Source: Government Accountability Office report on FEHB program, July 2025.
An OPM spokesperson did not immediately respond to Federal News Network’s request for comment. But in its written response to GAO’s report, former acting OPM Director Charles Ezell concurred with all of GAO’s recommendations to improve fraud risk assessments and said the agency intends to make changes based on the recommendations.
“OPM shares your interest in addressing the fraud risk management shortfalls of the previous administration to better respect hardworking taxpayers and improve the integrity of this important program,” Ezell wrote.
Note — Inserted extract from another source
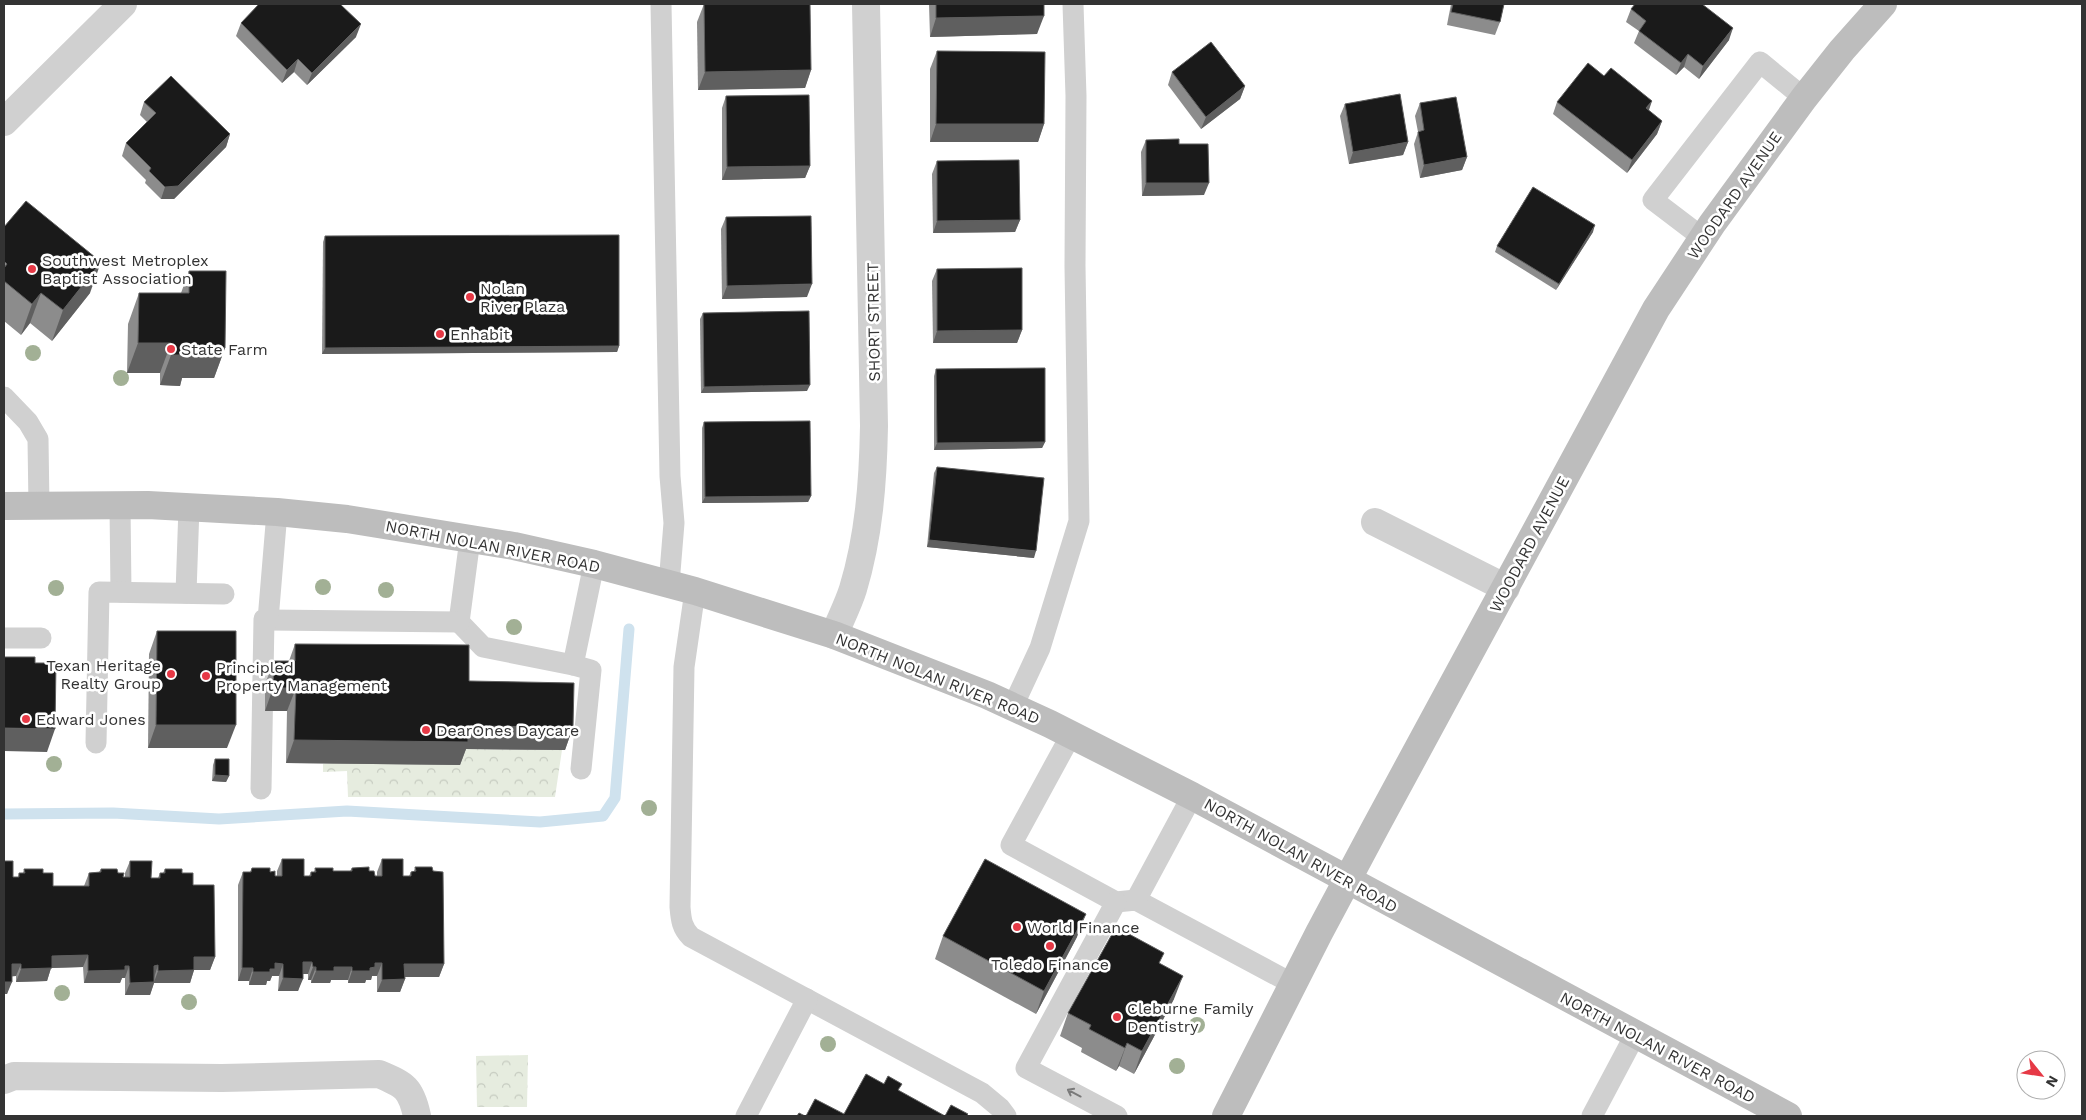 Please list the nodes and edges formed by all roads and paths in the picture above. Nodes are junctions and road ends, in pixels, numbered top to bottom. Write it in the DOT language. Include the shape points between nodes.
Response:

The management of fraud risks in the FEHB program have remained a challenge at OPM for years. GAO has highlighted instances of FEHB fraud dating back at least to the early 2000s. And at least since 2012, OPM’s inspector general office has reported systemic weaknesses in FEHB carriers’ management of their fraud detection and elimination programs. Additionally, a November 2019 report from OPM’s OIG called ineligible FEHB members a “known area of substantial fraud.” The OIG also included the management of improper FEHB payments on its most recent list of top management challenges for the agency.
GAO’s July 17 report comes a few years after GAO found in 2022 that OPM has been spending up to $1 billion annually on ineligible family members in the FEHB program. The 2022 report from GAO spurred OPM to make some changes to attempt to weed out ineligible participants, such as beginning to require an eligibility validation of a random 10% sample of participants.
But as OPM faces ongoing fraud risk management challenges with FEHB, the cost of running the federal health insurance program continues to climb. In fiscal 2024, the FEHB program cost the government and program enrollees $70 billion combined — a 19% increase in the program’s cost since 2022. GAO said ineligible family members who remain on FEHB plans contribute to rising FEHB premiums and make it more expensive for OPM to run the program.
In Congress, lawmakers also made a recent attempt to reduce improper payments through the FEHB program. One provision of the now-passed GOP reconciliation bill requires OPM to create a new system to assess family members enrolled in FEHB to ensure their eligibility, and remove any participants who are found to be ineligible for the program.
In June, Senate Republicans justified the provision by saying the “lax enrollment process for family members on FEHB plans has created substantial fraud by government employee health care beneficiaries.”